Introduction to Machine Learning with Apache® Ignite™

In a previous article, we discussed the Apache® Ignite™ Machine Learning Grid. At that time, a beta release was available. Subsequently, in version 2.4, Machine Learning became Generally Available. Since the 2.4 release, more improvements and developments have been added, including support for Partitioned-Based Datasets and Genetic Algorithms. Many of the Machine Learning examples that are provided with Apache Ignite can work standalone, making it very easy to get started. However, later in this series of articles, we will perform some analysis on several freely available datasets using some of the algorithms that are supported by Ignite.

Introduction

In this first article, we will begin with an overview and introduction to the Machine Learning Grid, graphically shown in Figure 1.

Figure 1. Machine Learning Grid.

Figure 1. Machine Learning Grid.

The Machine Learning capability provided by Apache Ignite is designed to be very practical and enables the building of predictive models directly within Ignite. This allows users to achieve scale and performance without costly ETL or data transfer. Let's discuss this in a little more detail.

First, previously with Ignite, Machine Learning models would need to be trained and deployed on different systems. For example, data would need to be moved out of Ignite, then training would be performed using other tools and, finally, models would be deployed into production systems. This previous approach has several drawbacks:

  • There is a costly ETL process, particularly for very large datasets. Datasets may potentially be hundreds of Gigabytes or Terabytes in size.
  • Using ETL, we are taking a snapshot of the data. After ETL, the data may have changed in the live system, so leaving the training system with out-of-date training data.

Second, many systems today may need to work with very large quantities of data that usually exceed the capacity of a single server. Distributed computing offers a solution, but some platforms are not designed for storage and manipulation of data and may only be suited for training purposes. So, developers may need to consider complex solutions for deployment in production environments.

The Machine Learning capabilities of Ignite will help solve all these problems, and more:

  • Ignite can work on the data in-place, avoiding costly ETL between different systems.
  • Ignite can provide distributed computing that includes both the storage and manipulation of data.
  • The Machine Learning algorithms implemented in Ignite are optimized for distributed computing and can use Ignite’s collocated processing to great advantage.
  • Ignite can act as a sink for streaming data, allowing Machine Learning to be applied in real-time.
  • Machine Learning is often an iterative process, and context may change whilst an algorithm is running. Therefore, to avoid loss of work and delay, Ignite supports Partition-Based Datasets which makes it tolerant to node failures.

Partition-Based Datasets

Apache Ignite now supports Partition-Based Datasets. This is an abstraction layer that sits between a Machine Learning algorithm and the storage and computation. It uses a MapReduce-like operation for computation and cache backups for fault-tolerance.
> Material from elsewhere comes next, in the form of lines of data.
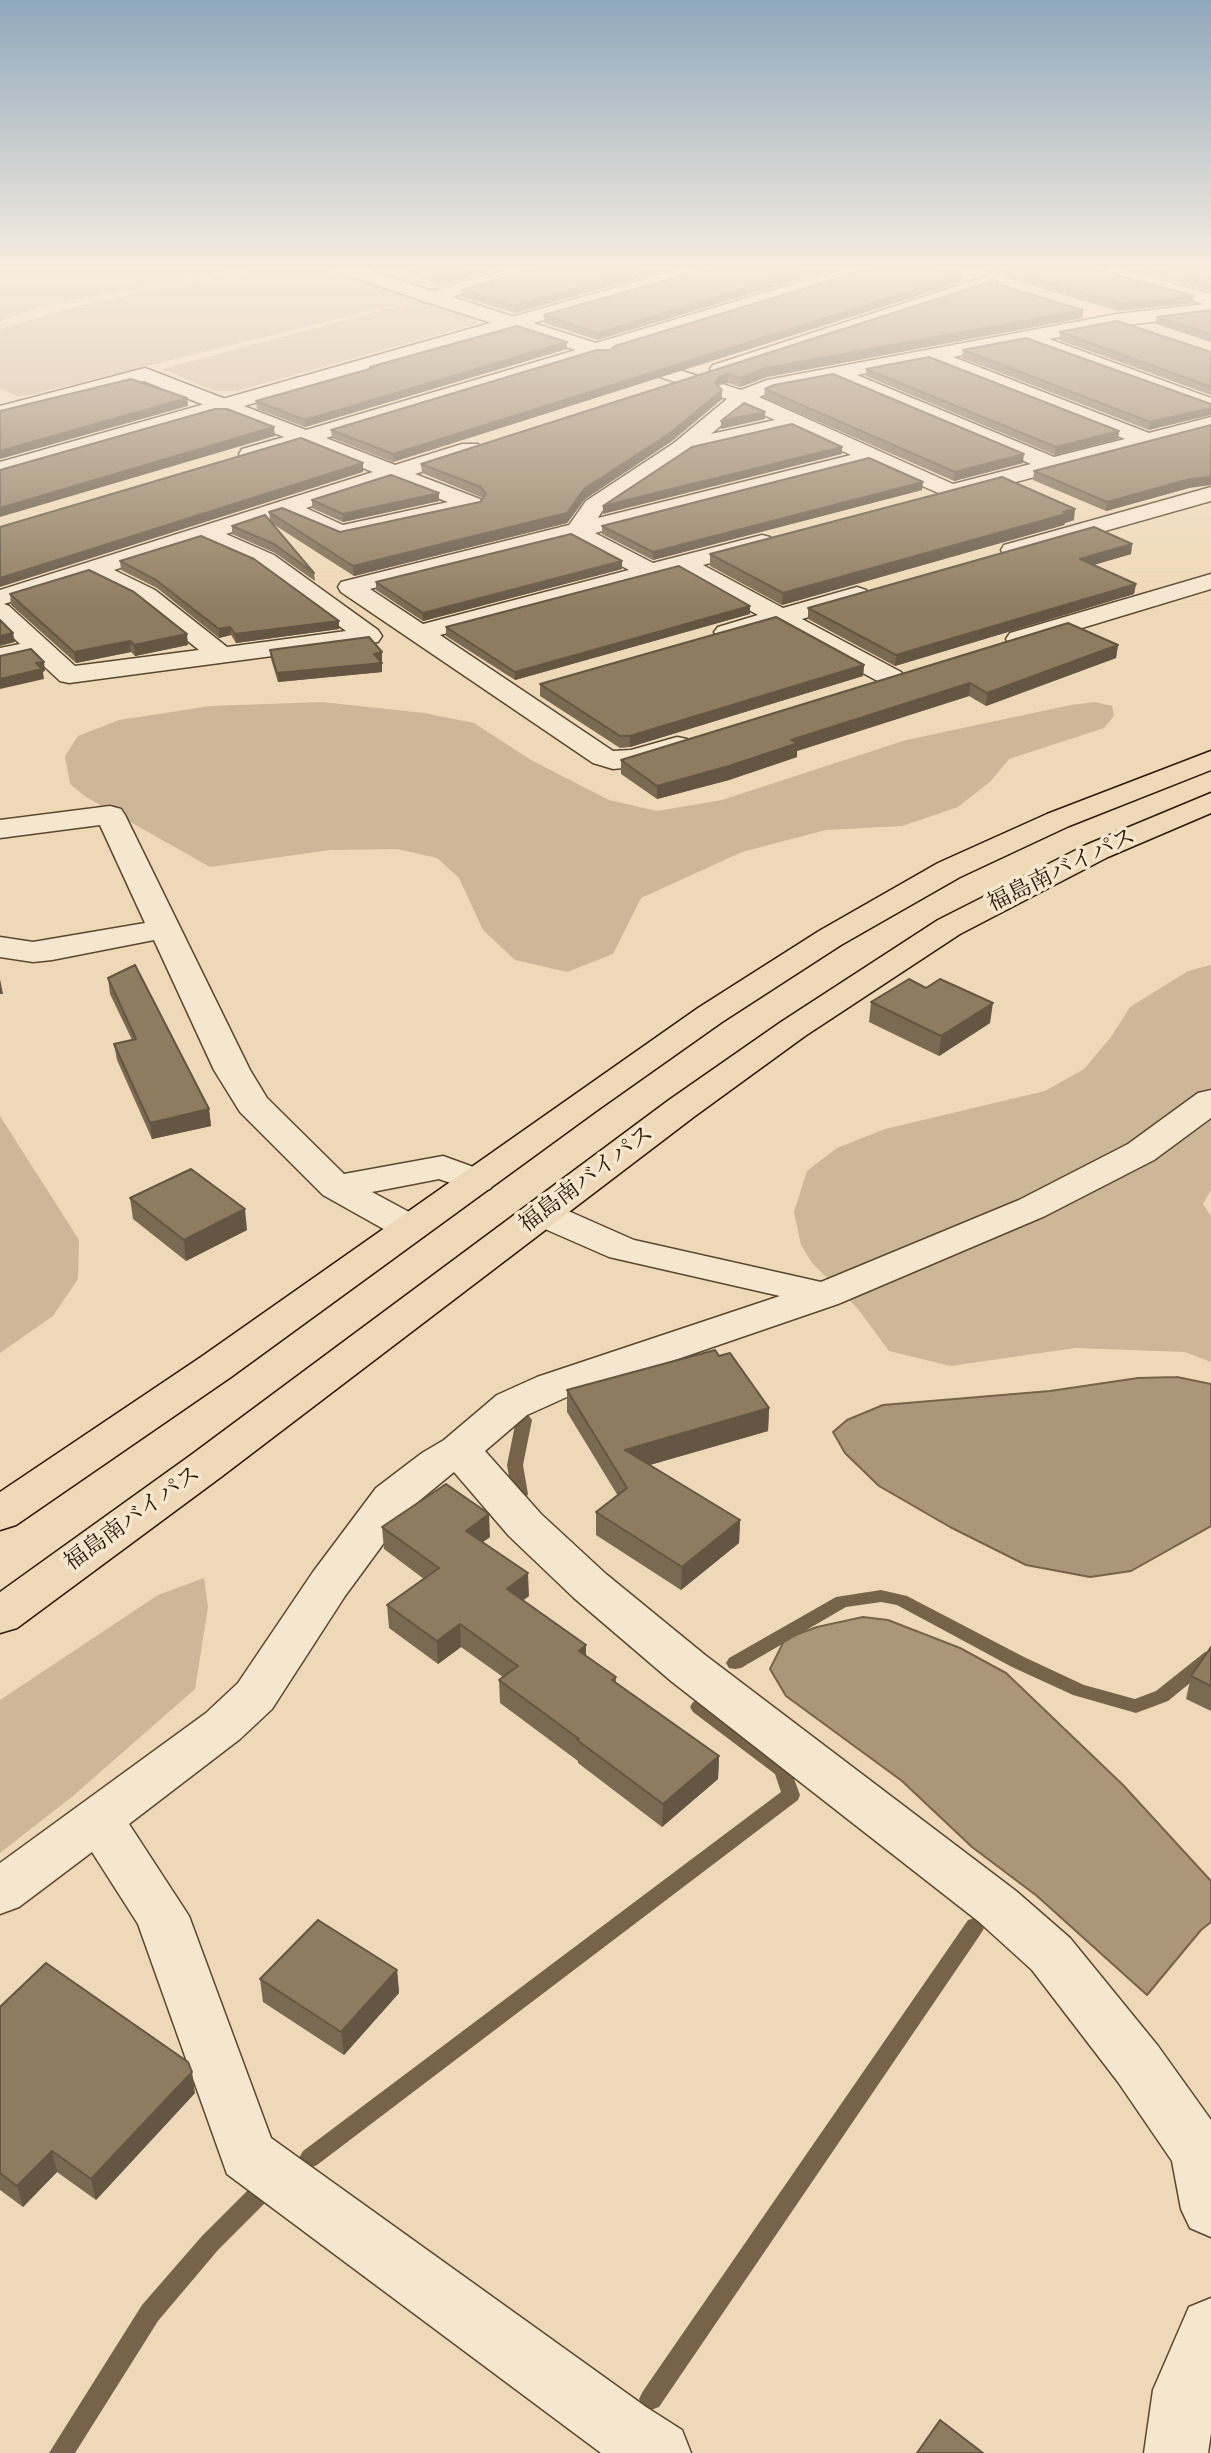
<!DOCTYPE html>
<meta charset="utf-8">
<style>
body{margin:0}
canvas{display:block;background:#efd8b7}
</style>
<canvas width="1211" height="2453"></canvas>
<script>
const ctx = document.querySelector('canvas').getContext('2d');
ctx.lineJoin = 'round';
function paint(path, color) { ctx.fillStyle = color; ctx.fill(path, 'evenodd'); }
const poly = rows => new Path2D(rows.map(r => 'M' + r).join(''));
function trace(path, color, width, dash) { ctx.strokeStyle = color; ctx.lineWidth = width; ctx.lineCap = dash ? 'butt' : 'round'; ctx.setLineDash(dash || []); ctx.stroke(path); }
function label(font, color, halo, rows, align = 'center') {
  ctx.font = font + ' "Libre Bodoni","Noto Serif JP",serif'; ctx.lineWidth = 7; ctx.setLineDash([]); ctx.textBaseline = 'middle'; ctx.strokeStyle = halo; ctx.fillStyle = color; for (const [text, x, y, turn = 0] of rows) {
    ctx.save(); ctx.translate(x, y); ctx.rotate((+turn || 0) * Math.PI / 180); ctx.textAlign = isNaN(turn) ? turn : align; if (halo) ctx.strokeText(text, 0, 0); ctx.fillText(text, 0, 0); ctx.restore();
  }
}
const green = poly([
 [0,267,230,267,220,272,43,306,0,321],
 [312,267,418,299,30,395,18,396,0,389,0,329,79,306,260,269],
 [420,300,477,318,476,324,237,391,214,391,162,369],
 [322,702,424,713,474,723,531,760,609,800,657,811,722,800,906,740,1071,705,1095,702,1112,706,1114,716,1104,728,1009,759,991,781,958,807,902,826,826,830,742,852,641,898,613,954,567,972,515,960,483,930,459,878,437,858,397,849,330,850,210,867,86,797,70,784,65,756,78,736,119,720,211,706],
 [1211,965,1211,1190,1203,1204,1211,1216,1211,1362,1185,1352,1075,1348,951,1366,889,1351,858,1309,812,1263,801,1245,794,1212,807,1171,837,1148,885,1129,1045,1091,1084,1069,1111,1037,1130,1007,1188,971],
 [0,1116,79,1240,78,1279,53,1316,0,1353],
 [204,1578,208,1607,195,1689,73,1796,0,1853,0,1700,158,1595]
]);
const water = poly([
 [1177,1377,1211,1384,1211,1526,1131,1571,1090,1577,1026,1565,950,1527,879,1486,845,1453,833,1432,847,1420,883,1405,1050,1391,1138,1378,1177,1377],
 [863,1617,888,1620,960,1648,1006,1673,1123,1785,1211,1881,1211,1922,1201,1930,1147,1995,1037,1896,972,1847,902,1781,786,1696,770,1669,785,1639,817,1627,863,1617]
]);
const stream = poly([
 [524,1415,529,1416,532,1420,523,1465,528,1494,526,1498,520,1500,514,1498,512,1494,507,1465,516,1420,519,1416,524,1415],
 [881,1590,907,1596,1024,1657,1084,1685,1135,1699,1156,1691,1205,1652,1211,1651,1211,1666,1168,1701,1136,1713,1073,1695,1012,1667,897,1605,881,1602,846,1607,741,1668,735,1669,729,1668,726,1663,729,1658,836,1597,881,1590],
 [699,1700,705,1702,789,1765,800,1795,798,1800,317,2165,310,2168,303,2165,299,2158,303,2151,781,1792,775,1774,693,1712,690,1707,693,1702,699,1700],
 [975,1918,982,1920,985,1926,982,1932,659,2407,651,2410,643,2407,639,2399,643,2391,968,1920,975,1918],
 [262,2181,270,2184,273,2191,270,2198,218,2250,158,2321,75,2453,49,2453,142,2305,202,2236,254,2184,262,2181]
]);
const minor = poly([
 [332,267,360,267,432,291,515,267,546,267,543,271,452,297,596,343,851,267,880,267,877,271,617,350,741,390,767,380,1117,314,1204,304,1084,271,1081,267,1112,267,1211,294,1211,315,1117,326,1049,339,1211,398,1211,411,1025,343,953,357,1149,433,1211,417,1211,430,952,499,870,463,595,533,653,563,762,535,770,537,774,542,770,547,703,565,783,608,857,587,866,590,870,595,866,600,802,619,901,672,905,678,901,684,892,686,883,684,777,626,727,640,718,637,714,632,718,627,758,615,679,572,440,635,613,751,631,750,677,737,687,739,691,745,687,751,633,767,613,769,593,763,341,592,338,587,341,582,569,525,586,501,674,443,727,399,596,356,326,438,395,465,462,444,478,444,481,449,478,454,415,474,480,499,484,504,480,509,340,540,284,516,226,534,274,555,378,630,382,636,378,642,69,683,60,681,33,656,0,664,0,648,20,644,0,625,0,590,373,472,304,445,250,461,242,459,239,454,242,449,284,437,144,381,0,418,0,406,145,368,306,430,576,350,423,301,335,271,332,267],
 [929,361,1125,439,1054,457,857,375,929,361],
 [833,380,1031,464,953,484,759,397,773,391,833,380],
 [744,406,775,420,711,434,744,406],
 [794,429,851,455,598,518,602,511,691,452,794,429],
 [393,481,448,502,343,525,306,508,393,481],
 [571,539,629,570,423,624,370,589,571,539],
 [202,542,256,565,346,631,227,647,155,590,114,570,202,542],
 [91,577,137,600,199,650,75,666,9,606,4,604,91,577],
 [988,276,997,282,995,286,727,373,720,375,713,373,710,369,713,365,988,276],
 [1211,487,1211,501,1013,557,1004,555,1001,550,1004,545,1211,487],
 [1211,574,1211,589,1019,647,1010,645,1006,639,1010,633,1211,574],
 [110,806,121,809,125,815,250,1070,267,1098,344,1174,443,1156,490,1173,496,1181,490,1189,477,1192,439,1179,372,1192,424,1220,429,1228,424,1236,410,1240,396,1236,323,1195,240,1112,214,1070,154,940,52,960,33,962,0,957,0,937,33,942,145,923,100,825,0,838,0,820,110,806],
 [1211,1090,1211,1118,1154,1160,1045,1216,838,1304,567,1397,527,1415,485,1451,541,1514,606,1574,705,1655,1016,1891,1070,1938,1158,2046,1211,2120,1211,2237,1190,2228,1181,2209,1172,2161,1118,2082,1032,1970,978,1921,671,1681,574,1598,509,1536,454,1472,408,1510,345,1596,272,1709,240,1739,129,1824,189,1916,271,2138,646,2407,682,2430,691,2453,601,2453,227,2174,138,1924,92,1852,19,1907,0,1914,0,1863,206,1713,238,1683,313,1572,376,1488,422,1453,444,1440,497,1395,537,1377,780,1296,609,1257,529,1222,524,1214,529,1206,543,1203,557,1206,634,1240,821,1282,1019,1200,1128,1144,1198,1093,1211,1090],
 [1211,2298,1211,2433,1208,2453,1144,2453,1153,2390,1189,2307,1211,2298]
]);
const tertiary = poly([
 [688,267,718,267,715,271,0,476,0,462,688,267]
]);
const trunk = poly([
 [1211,751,1211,770,1069,826,960,877,841,945,722,1022,596,1111,231,1377,16,1525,0,1530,0,1492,201,1357,698,1008,819,931,938,863,1047,814,1211,751],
 [1211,793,1211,813,1108,857,960,934,805,1036,695,1116,221,1477,17,1628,0,1633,0,1592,191,1455,669,1100,781,1022,938,920,1086,845,1211,793]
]);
const wall = poly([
 [420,267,504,267,441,285,414,276,413,269],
 [540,267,677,267,515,313,462,297,462,290],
 [713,267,840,267,597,340,544,323,544,315],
 [970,267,1088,267,1193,303,1118,311],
 [1123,267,1211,267,1211,291],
 [961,282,393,462,332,438,331,430,610,350],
 [990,282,1083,310,1082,318,767,377,740,387,728,383,719,385,718,387,722,399,672,441,585,499,567,523,354,576,273,524,314,573,315,581,275,553,232,534,232,526,270,521,269,512,340,532,480,502,483,499,481,497,422,473,421,464],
 [1211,310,1211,342,1156,324,1157,317],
 [1060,332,1211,352,1211,395,1059,340],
 [567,349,305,427,257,409,256,401,370,369,370,367],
 [963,350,1211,404,1149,430,962,358],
 [866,369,1119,431,1118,439,1055,455,866,376],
 [765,389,1023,463,954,481,764,398],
 [1034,471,1189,488,1106,511,1033,480],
 [922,490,653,560,602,534,602,526],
 [312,500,439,501,343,522,312,508],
 [1074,520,1065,523,1064,525,782,605,710,566,710,554],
 [1132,544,1131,554,1094,565,1136,584,1134,594,895,666,808,619,808,608],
 [120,561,339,621,339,629,236,643,231,635,219,638,157,588,121,570],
 [622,569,423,621,376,590,376,582],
 [10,594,188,645,135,656,131,652,76,663,11,605],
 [750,614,515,680,446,636,446,627],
 [1118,645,1116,658,986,706,969,696,797,751,797,757,729,780,657,799,621,774,621,760],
 [270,650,382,661,381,661,382,672,278,682,271,659],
 [864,665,863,676,630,747,620,748,540,696,540,684],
 [108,978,209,1109,211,1126,152,1139,117,1060,114,1044,132,1040,110,994],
 [871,1002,990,1023,939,1056,869,1022],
 [130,1198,247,1230,186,1261,133,1219],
 [719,1356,769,1408,768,1431,650,1465,740,1520,739,1543,681,1590,596,1535,596,1512,618,1496,567,1412,567,1390],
 [382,1527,490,1537,483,1542,529,1596,523,1600,586,1656,616,1677,616,1683,719,1756,718,1779,662,1827,578,1763,578,1761,500,1703,499,1680,503,1677,461,1647,438,1664,389,1628,387,1605,424,1579,384,1549],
 [1211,1647,1211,1711,1186,1699,1191,1676],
 [397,1970,399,1993,344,2055,263,2002,260,1979],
 [0,2007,195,2093,96,2200,57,2172,23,2207,0,2190]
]);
const shadedWall = poly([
 [478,267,504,267,441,285,441,278],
 [652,267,677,267,515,313,514,306],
 [816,267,840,267,597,340,597,333],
 [962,275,961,282,393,462,393,454],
 [1194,296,1193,303,1118,311,1119,304],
 [1083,310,1082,318,767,377,740,387,740,378,767,368],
 [567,342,567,349,305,427,305,420],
 [728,374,728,383,719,385,714,392,715,383,720,376],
 [722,390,722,399,672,441,585,499,567,523,354,576,353,566,584,489],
 [187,398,188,406,0,459,0,451],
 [1211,408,1211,415,1149,430,1150,422],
 [765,412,765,419,721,429,721,421],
 [274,427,275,436,0,517,0,508],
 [1119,431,1118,439,1055,455,1056,447],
 [842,447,842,454,603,514,603,506],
 [1024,454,1023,463,954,481,955,472],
 [363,463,363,472,0,587,0,578],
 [1211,477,1211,485,1189,488,1106,511,1107,502,1190,479],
 [923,482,922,490,653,560,653,552],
 [439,493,439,501,343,522,343,514],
 [1075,509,1074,520,1065,523,1064,525,782,605,783,593],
 [1132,544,1131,554,1079,569,1080,559],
 [622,561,622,569,423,621,423,613],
 [1136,584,1134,594,895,666,896,655],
 [750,606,750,614,515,680,515,672],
 [339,621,339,629,236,643,235,634],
 [230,627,231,635,219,638,219,629],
 [13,633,15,642,0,646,0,636],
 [187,634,188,645,135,656,134,645],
 [130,641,131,652,76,663,74,652],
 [1118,645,1116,658,986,706,987,693],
 [382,652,382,661,374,662,374,654],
 [44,662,45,671,43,672,44,679,0,689,0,679,36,663],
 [382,663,382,672,278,682,277,673],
 [864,665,863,676,630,747,630,736],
 [970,683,969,696,797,751,797,757,729,780,657,799,657,786,791,740],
 [0,979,3,994,0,994],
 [993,1003,990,1023,939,1056,941,1036],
 [209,1109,211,1126,152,1139,150,1123],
 [245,1209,247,1230,186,1261,184,1240],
 [769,1408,768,1431,625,1472,625,1450],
 [489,1514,490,1537,467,1553,466,1531],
 [740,1520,739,1543,681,1590,682,1567],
 [528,1573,529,1596,508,1612,507,1589],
 [460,1624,461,1647,438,1664,437,1641],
 [586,1645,586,1668,579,1651],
 [719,1756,718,1779,662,1827,663,1804],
 [397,1970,399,1993,344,2055,341,2032],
 [192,2072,195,2093,96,2200,91,2179],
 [52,2151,57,2172,23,2207,17,2186]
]);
const building = poly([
 [420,267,478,267,441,278,413,269,420,267],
 [540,267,652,267,514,306,462,290,540,267],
 [713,267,816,267,597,333,544,315,713,267],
 [875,267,936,267,962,275,393,454,331,430,597,350,610,350,615,346,875,267],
 [995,267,1088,267,1194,296,1119,304,995,267],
 [1151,267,1211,267,1211,283,1151,267],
 [990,282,1083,310,767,368,740,378,728,374,720,376,715,383,722,390,673,431,584,489,567,513,353,566,269,512,282,508,340,532,480,502,486,494,481,487,421,464,990,282],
 [1211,310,1211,334,1157,317,1211,310],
 [1117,321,1211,352,1211,387,1060,332,1117,321],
 [517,326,567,342,305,420,256,401,373,368,370,367,517,326],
 [1026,338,1211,404,1211,408,1150,422,963,350,1026,338],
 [929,357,1119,431,1056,447,866,369,929,357],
 [833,374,1024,454,955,472,765,389,774,385,833,374],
 [131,379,187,398,0,451,0,411,131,379],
 [744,403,765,412,721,421,744,403],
 [215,409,227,409,274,427,0,508,0,470,215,409],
 [792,424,842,447,603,506,692,447,792,424],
 [1211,425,1211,477,1190,479,1107,502,1034,471,1211,425],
 [301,438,363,463,0,578,0,527,301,438],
 [869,458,923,482,653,552,602,526,869,458],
 [391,475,439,493,343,514,312,500,391,475],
 [1002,477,1075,509,1063,512,1066,514,783,593,710,554,1002,477],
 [265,515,314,573,274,544,232,526,265,515],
 [1094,527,1132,544,1080,559,1136,584,896,655,808,608,1094,527],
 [571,534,622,561,423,613,376,582,571,534],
 [201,536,254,559,339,621,235,634,230,627,219,629,156,580,120,561,201,536],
 [679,566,750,606,515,672,446,627,679,566],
 [89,570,134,592,187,634,134,645,130,641,74,652,10,594,89,570],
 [776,617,864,665,630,736,620,736,540,684,776,617],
 [0,620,13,633,0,636,0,620],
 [1068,623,1118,645,987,693,970,683,791,740,798,743,729,766,657,786,621,760,1068,623],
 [369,637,382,652,374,654,382,663,277,673,270,650,369,637],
 [31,649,44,662,36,663,42,669,0,679,0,656,31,649],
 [135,965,209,1109,150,1123,114,1044,136,1039,108,978,135,965],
 [909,979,926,988,940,979,993,1003,941,1036,871,1002,909,979],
 [191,1169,245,1209,184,1240,130,1198,191,1169],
 [715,1350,719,1356,730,1353,769,1408,625,1450,740,1520,682,1567,596,1512,627,1488,567,1390,715,1350],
 [446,1484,489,1514,466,1531,528,1573,507,1589,586,1645,579,1651,616,1677,612,1680,719,1756,663,1804,577,1740,579,1739,499,1680,518,1666,460,1624,437,1641,387,1605,439,1568,382,1527,446,1484],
 [1211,1647,1211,1686,1191,1676,1211,1647],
 [318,1920,397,1970,341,2032,260,1979,318,1920],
 [46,1963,188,2062,192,2072,91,2179,52,2151,17,2186,0,2173,0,2007,46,1963],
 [940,2420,983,2453,917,2453,940,2420]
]);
const streetNames = [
 ["福島南バイパス",1062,871,-26],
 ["福島南バイパス",587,1180,-37],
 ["福島南バイパス",133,1519,-36]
];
paint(green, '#cdb798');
paint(water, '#ab9679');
trace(water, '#776349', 2);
paint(stream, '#776349');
trace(minor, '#5a472f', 3);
trace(tertiary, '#5a472f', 3);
trace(trunk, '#281702', 3);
paint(minor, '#f5e6d0');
paint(tertiary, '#f5e6d0');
paint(trunk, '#efd8b7');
paint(wall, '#7b6a53');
paint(shadedWall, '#645643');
paint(building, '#8f7b60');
trace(building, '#645643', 2);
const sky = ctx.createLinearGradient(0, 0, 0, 611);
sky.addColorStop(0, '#8fa8bc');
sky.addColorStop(0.44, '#f8eddf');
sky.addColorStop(1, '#f8eddf00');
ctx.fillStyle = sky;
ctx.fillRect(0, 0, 1211, 611);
label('23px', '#281702', '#f5e6d0', streetNames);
</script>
In Ignite, a hash algorithm is applied to the Key part of a Key-Value (K-V) pair to determine where the Value part is stored in a cluster. The Value part is actually stored in a partition. Partitions are atomic. In Figure 2, we can see a two-node cluster, with two partitions (P1 and P2).

Figure 2. Partition-Based Dataset.

Figure 2. Partition-Based Dataset.

Machine Learning algorithms are often iterative and require context and data. In Figure 2, these are shown as C and D, respectively, in each partition.

In the event of a node failure, Ignite can recover the partition and context, as shown in Figure 3. For example, if we have a backup (shown in grey) of P1 on node 2, we can recover P1 from node 2 if node 1 fails. Data may be recovered from the cluster or through local ETL (marked D*).

Figure 3. P1 Backup on Node 2.

Figure 3. P1 Backup on node 2.

Algorithms and Applicability

Now, let’s look at the Machine Learning algorithms that Ignite supports. These are summarized in Table 1.

  Classification Regression Clustering Preprocessing
Description Identify to which category a new observation belongs, on the basis of a training set of data Modeling the relationship between a scalar dependent variable y and one or more explanatory variables x Grouping a set of objects in such a way that objects in the same group are more similar to each other than to those in other groups Feature extraction and normalization
Applicability spam detection, image recognition, credit scoring, disease identification drug response, stock prices, supermarket revenue customer segmentation, grouping experiment outcomes, grouping shopping items transform input data, such as text, for use with machine learning algorithms
Algorithms SVM, nearest neighbor, decision tree classification, neural network linear regression, decision tree regression, nearest neighbor, neural network k-means Normalization preprocessor

Table 1. Machine Learning Algorithms.

The Machine Learning library also ships with a set of Genetic Algorithms, which have been discussed in another blog post.

Summary

The latest release of Apache Ignite provides a number of important features and capabilities. A Partition-Based Dataset provides the ability to continue processing Machine Learning algorithms in the event of node failure, by preserving context. The Machine Learning algorithms support a wide-range of use-cases. The addition of Genetic Algorithms also provides new opportunities for working with complex data.